● **Your instructions**: Pick out each line of the records in which the word "dead" appears.

[Stored items]
************

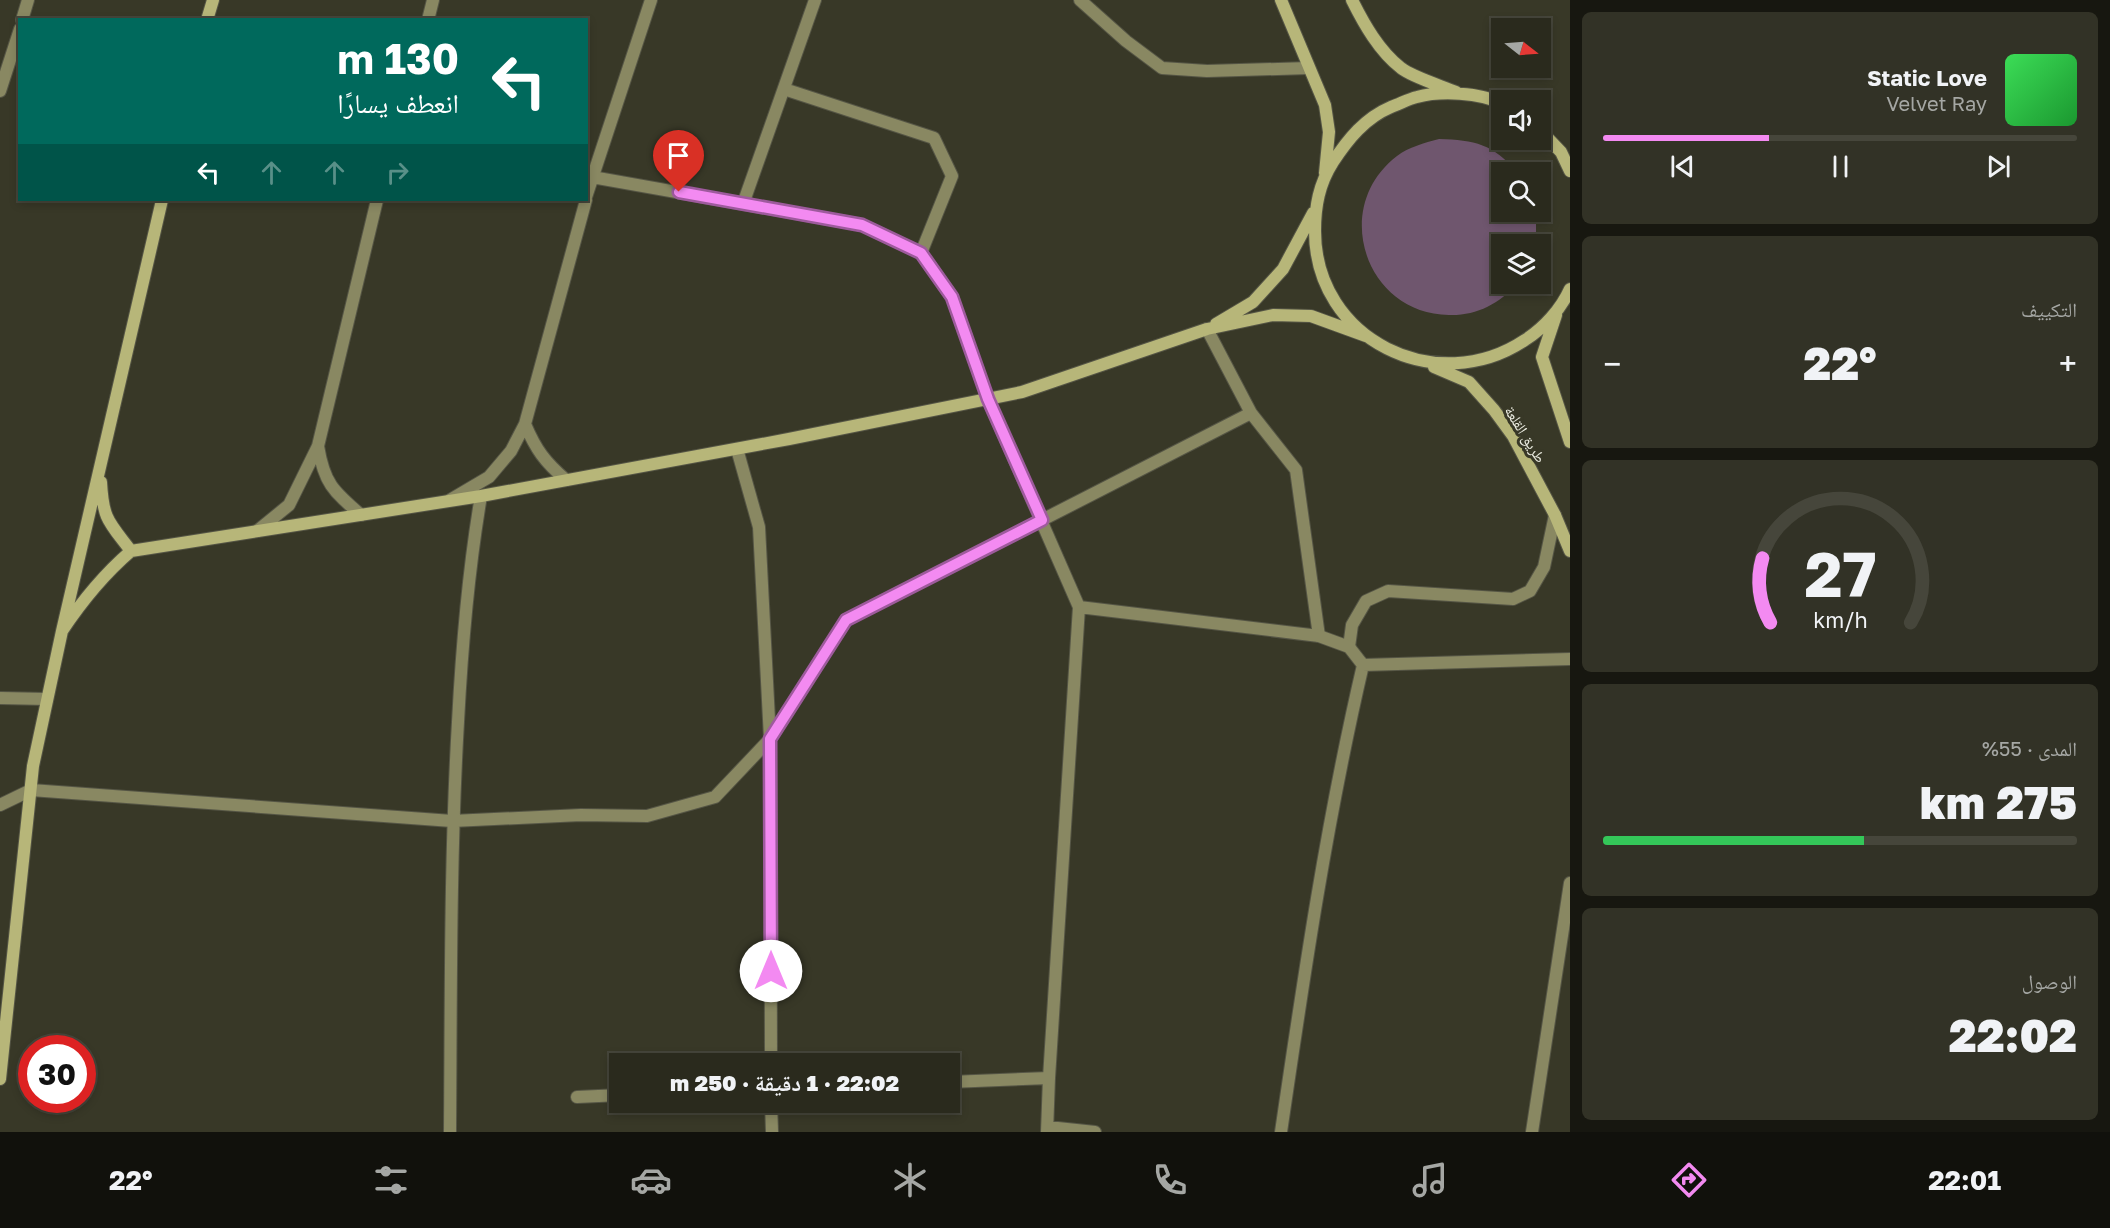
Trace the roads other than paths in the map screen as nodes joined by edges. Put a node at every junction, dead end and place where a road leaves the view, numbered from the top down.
1 (28, 0) edge
2 (213, 0) edge
3 (433, 0) edge
4 (651, 0) edge
5 (815, 0) edge
6 (1080, 0) edge
7 (1281, 0) edge
8 (1353, 0) edge
9 (23, 18) edge
10 (208, 18) edge
11 (428, 18) edge
12 (18, 35) edge
13 (1309, 68) junction
14 (784, 89) junction
15 (0, 92) edge
16 (1458, 93) junction
17 (1491, 101) edge
18 (1551, 141) edge
19 (1565, 154) edge
20 (1570, 171) edge
21 (1325, 174) junction
22 (592, 177) junction
23 (588, 191) edge
24 (162, 201) edge
25 (377, 201) edge
26 (585, 201) edge
27 (744, 204) junction
28 (1315, 210) junction
29 (921, 253) junction
30 (1570, 289) edge
31 (1557, 310) junction
32 (1208, 329) junction
33 (1366, 336) junction
34 (1425, 363) junction
35 (988, 399) junction
36 (1251, 413) junction
37 (525, 424) junction
38 (1570, 442) edge
39 (318, 446) junction
40 (737, 449) junction
41 (100, 469) junction
42 (566, 480) junction
43 (481, 496) junction
44 (449, 501) junction
45 (361, 515) junction
46 (1555, 515) junction
47 (1042, 520) junction
48 (257, 531) junction
49 (1570, 550) edge
50 (131, 551) junction
51 (1079, 607) junction
52 (62, 631) junction
53 (1319, 636) junction
54 (1348, 647) junction
55 (1570, 660) edge
56 (1363, 665) junction
57 (0, 698) edge
58 (47, 699) junction
59 (770, 739) junction
60 (31, 790) junction
61 (0, 805) edge
62 (452, 821) junction
63 (1570, 883) edge
64 (771, 1053) edge
65 (0, 1078) edge
66 (1049, 1078) junction
67 (960, 1082) edge
68 (609, 1096) edge
69 (577, 1097) dead end
70 (771, 1113) edge
71 (1047, 1129) edge
72 (450, 1132) edge
73 (772, 1132) edge
74 (1095, 1132) edge
75 (1281, 1132) edge
76 (1532, 1132) edge

1 - 9 street
2 - 10 street
3 - 11 street
4 - 22 street
5 - 14 street
6 - 13 street
7 - 13 street
8 - 16 street
12 - 15 street
13 - 21 street
14 - 27 street
14 - 29 street
16 - 17 street
16 - 21 street
18 - 19 street
19 - 20 street
21 - 28 street
22 - 23 street
22 - 27 street
24 - 41 street
25 - 39 street
26 - 37 street
27 - 29 street
28 - 32 street
28 - 33 street
29 - 35 street
30 - 31 street
31 - 34 street
31 - 38 street
32 - 33 street
32 - 35 street
32 - 36 street
33 - 34 street
34 - 46 street, طريق القلعة
35 - 40 street
35 - 47 street
36 - 47 street
36 - 53 street
37 - 42 street
37 - 44 street
39 - 45 street
39 - 48 street
40 - 42 street
40 - 59 street
41 - 50 street
41 - 52 street
42 - 43 street
43 - 44 street
43 - 62 street
44 - 45 street
45 - 48 street
46 - 49 street, طريق القلعة
46 - 54 street
47 - 51 street
47 - 59 street
48 - 50 street
50 - 52 street
51 - 53 street
51 - 66 street
52 - 58 street
53 - 54 street
54 - 56 street
55 - 56 street
56 - 75 street
57 - 58 street
58 - 60 street
59 - 62 street
59 - 64 street
60 - 61 street
60 - 62 street
60 - 65 street
62 - 72 street
63 - 76 street
66 - 67 street
66 - 71 street
68 - 69 street
70 - 73 street
71 - 74 street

************

● **Task response**:
Trace the roads other than paths in the map screen as nodes joined by edges. Put a node at every junction, dead end and place where a road leaves the view, numbered from the top down.
69 (577, 1097) dead end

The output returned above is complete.